DATASET CONTENT.
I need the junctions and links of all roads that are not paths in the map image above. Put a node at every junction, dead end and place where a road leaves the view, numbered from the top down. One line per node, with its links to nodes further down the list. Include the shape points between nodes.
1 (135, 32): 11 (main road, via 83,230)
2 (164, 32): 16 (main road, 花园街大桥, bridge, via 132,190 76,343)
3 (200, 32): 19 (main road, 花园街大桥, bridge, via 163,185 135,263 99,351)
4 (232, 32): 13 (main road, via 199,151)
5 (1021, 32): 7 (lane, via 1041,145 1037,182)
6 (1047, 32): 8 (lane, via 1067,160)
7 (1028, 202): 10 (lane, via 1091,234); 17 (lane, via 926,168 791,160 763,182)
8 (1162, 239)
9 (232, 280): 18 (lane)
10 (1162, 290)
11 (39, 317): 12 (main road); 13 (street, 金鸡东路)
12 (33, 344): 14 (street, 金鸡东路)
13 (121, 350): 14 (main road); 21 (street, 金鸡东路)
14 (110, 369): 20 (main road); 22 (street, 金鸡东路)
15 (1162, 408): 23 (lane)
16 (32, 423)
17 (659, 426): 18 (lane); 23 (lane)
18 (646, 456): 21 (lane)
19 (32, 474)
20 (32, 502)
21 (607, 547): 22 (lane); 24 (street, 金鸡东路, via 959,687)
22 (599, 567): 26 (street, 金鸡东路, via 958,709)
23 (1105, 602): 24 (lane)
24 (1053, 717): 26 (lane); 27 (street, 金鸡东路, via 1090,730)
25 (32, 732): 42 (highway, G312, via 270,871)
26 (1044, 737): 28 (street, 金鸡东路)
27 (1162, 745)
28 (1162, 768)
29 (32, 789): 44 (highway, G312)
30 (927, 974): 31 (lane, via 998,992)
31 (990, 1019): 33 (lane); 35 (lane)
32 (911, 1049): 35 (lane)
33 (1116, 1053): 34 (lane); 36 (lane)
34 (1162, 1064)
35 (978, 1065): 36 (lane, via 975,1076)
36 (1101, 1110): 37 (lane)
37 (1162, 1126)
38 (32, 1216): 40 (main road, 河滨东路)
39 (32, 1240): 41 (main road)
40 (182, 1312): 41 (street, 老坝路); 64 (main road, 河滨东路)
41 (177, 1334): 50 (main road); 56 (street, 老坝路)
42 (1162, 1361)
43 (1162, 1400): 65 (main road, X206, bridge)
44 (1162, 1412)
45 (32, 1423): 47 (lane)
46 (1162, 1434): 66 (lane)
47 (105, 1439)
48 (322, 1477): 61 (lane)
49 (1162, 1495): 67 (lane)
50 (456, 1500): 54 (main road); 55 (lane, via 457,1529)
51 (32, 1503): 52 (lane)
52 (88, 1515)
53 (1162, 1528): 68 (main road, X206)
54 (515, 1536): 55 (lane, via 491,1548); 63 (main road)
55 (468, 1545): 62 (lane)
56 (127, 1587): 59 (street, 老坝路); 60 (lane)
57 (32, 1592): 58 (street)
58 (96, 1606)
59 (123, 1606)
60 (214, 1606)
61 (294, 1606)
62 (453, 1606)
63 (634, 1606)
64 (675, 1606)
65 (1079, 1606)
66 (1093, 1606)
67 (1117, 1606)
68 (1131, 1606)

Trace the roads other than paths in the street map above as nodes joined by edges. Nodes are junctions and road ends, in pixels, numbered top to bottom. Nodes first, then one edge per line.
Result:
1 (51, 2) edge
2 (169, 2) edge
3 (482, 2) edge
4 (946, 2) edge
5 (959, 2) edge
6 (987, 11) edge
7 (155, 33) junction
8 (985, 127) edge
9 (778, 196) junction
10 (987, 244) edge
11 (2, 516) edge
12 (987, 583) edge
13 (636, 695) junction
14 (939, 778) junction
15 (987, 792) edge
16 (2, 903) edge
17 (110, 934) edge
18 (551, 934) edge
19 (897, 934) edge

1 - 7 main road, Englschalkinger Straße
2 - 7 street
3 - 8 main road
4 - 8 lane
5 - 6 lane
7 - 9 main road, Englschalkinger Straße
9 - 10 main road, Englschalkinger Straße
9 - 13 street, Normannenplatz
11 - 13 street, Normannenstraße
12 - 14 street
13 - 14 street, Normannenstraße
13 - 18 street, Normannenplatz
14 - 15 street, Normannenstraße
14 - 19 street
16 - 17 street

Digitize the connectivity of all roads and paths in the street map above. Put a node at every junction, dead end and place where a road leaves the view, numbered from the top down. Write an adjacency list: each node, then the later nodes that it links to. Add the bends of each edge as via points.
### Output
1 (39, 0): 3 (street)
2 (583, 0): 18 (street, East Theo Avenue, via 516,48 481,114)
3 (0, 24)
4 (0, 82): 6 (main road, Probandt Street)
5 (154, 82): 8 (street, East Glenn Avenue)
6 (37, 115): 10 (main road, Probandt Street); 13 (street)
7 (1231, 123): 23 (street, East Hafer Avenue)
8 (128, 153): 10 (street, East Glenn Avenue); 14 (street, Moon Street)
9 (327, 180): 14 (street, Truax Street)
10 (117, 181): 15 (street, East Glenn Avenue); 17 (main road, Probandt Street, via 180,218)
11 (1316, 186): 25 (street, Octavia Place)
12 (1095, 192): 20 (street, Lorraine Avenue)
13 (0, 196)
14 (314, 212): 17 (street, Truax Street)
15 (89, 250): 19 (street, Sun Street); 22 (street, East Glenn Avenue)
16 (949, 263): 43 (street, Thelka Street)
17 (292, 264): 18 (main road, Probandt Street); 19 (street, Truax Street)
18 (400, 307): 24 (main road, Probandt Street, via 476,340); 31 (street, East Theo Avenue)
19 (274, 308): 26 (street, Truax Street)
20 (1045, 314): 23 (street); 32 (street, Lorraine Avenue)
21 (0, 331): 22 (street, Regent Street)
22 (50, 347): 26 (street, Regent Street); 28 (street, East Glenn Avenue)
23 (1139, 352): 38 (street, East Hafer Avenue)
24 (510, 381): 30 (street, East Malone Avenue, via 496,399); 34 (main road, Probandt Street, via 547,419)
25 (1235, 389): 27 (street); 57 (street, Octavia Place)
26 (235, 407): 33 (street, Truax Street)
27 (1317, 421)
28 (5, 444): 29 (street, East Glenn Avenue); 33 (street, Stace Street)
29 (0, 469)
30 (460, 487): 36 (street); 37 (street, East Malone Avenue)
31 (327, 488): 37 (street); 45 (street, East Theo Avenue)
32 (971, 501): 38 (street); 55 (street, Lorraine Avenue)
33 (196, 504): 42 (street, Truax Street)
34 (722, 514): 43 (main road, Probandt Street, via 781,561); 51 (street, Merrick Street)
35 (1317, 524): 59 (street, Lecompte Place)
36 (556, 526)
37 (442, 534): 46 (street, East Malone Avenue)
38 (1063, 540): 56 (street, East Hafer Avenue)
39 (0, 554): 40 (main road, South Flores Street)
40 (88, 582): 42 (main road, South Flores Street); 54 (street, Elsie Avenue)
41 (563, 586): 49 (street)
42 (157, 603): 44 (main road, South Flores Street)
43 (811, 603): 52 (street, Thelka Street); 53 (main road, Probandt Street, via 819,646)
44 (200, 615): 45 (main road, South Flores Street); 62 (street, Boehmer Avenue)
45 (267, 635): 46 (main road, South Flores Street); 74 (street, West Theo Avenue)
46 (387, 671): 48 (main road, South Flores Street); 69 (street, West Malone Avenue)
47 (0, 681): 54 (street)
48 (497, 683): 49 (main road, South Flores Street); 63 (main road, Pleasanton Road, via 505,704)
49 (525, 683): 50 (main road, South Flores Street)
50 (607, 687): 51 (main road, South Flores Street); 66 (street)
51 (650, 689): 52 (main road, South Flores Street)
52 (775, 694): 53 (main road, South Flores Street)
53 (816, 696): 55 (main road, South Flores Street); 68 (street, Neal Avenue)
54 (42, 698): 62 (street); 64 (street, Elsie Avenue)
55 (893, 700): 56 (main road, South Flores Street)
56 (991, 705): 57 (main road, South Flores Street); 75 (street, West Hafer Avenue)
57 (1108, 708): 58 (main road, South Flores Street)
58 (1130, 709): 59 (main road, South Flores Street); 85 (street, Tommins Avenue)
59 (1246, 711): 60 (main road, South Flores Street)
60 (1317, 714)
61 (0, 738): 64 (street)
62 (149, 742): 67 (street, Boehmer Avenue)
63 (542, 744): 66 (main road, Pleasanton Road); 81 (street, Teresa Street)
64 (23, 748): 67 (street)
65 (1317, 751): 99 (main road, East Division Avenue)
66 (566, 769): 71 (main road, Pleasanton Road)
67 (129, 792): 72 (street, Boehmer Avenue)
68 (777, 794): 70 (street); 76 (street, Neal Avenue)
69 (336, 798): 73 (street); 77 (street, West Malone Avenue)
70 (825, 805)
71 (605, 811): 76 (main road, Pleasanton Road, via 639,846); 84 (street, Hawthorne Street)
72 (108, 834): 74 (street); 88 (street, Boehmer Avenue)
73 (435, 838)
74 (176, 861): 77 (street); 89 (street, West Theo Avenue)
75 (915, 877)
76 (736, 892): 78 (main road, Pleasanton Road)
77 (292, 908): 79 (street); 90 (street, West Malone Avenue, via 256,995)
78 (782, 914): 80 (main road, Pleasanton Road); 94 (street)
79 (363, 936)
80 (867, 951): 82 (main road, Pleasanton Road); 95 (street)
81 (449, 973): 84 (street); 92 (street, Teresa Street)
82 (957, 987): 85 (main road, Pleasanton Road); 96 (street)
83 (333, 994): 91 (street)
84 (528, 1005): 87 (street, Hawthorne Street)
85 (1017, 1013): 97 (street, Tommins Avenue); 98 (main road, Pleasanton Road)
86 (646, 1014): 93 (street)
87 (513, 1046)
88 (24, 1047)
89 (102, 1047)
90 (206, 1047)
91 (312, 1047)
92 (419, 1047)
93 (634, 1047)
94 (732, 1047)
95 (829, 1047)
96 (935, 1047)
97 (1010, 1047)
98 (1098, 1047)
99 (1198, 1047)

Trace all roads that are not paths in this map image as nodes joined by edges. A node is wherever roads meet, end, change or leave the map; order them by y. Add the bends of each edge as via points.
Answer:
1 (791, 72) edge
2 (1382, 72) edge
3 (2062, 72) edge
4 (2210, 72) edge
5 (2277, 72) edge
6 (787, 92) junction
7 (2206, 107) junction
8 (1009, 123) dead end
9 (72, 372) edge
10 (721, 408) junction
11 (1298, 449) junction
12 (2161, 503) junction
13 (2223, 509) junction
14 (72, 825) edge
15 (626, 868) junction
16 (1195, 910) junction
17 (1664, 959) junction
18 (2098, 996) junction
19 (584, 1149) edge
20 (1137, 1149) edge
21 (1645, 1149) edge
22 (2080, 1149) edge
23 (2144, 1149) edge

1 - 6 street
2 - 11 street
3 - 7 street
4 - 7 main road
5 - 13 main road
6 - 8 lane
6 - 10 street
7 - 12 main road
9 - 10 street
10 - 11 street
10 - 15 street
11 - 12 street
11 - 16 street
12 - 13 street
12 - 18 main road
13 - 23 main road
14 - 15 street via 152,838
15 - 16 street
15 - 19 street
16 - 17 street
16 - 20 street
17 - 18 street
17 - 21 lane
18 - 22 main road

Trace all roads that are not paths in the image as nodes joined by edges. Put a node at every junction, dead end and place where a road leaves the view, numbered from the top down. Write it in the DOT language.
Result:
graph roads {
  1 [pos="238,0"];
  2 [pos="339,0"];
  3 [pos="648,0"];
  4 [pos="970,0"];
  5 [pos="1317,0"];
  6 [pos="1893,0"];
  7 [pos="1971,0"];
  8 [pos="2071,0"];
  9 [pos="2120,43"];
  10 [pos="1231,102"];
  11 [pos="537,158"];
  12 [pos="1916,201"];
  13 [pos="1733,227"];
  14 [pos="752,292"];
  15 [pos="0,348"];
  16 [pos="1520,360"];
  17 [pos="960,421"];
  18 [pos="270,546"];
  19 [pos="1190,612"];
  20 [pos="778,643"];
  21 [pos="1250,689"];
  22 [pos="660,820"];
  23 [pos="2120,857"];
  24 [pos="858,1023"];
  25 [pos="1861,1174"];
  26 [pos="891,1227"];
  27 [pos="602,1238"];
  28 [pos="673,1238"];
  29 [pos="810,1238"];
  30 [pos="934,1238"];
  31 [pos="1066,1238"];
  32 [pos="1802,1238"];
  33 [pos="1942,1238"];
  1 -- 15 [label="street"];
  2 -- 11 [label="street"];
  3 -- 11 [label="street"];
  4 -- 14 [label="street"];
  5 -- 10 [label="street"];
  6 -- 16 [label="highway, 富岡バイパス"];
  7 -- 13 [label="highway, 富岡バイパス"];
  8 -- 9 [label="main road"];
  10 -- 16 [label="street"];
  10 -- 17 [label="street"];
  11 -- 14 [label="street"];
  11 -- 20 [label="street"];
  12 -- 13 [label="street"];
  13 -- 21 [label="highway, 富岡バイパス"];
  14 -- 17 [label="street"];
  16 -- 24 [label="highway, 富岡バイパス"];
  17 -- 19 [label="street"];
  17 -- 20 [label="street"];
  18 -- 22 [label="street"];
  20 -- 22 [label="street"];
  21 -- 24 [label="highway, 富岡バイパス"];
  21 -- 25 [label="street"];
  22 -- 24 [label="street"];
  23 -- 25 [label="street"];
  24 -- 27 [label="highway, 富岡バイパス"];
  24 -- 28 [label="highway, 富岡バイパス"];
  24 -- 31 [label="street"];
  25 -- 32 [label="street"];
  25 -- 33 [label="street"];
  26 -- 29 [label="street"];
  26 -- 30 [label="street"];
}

EXERCISE INSTRUCTIONS.
Your answer must consist of every line in the listing that contains "Normannenstraße".

REPLY.
11 - 13 street, Normannenstraße
13 - 14 street, Normannenstraße
14 - 15 street, Normannenstraße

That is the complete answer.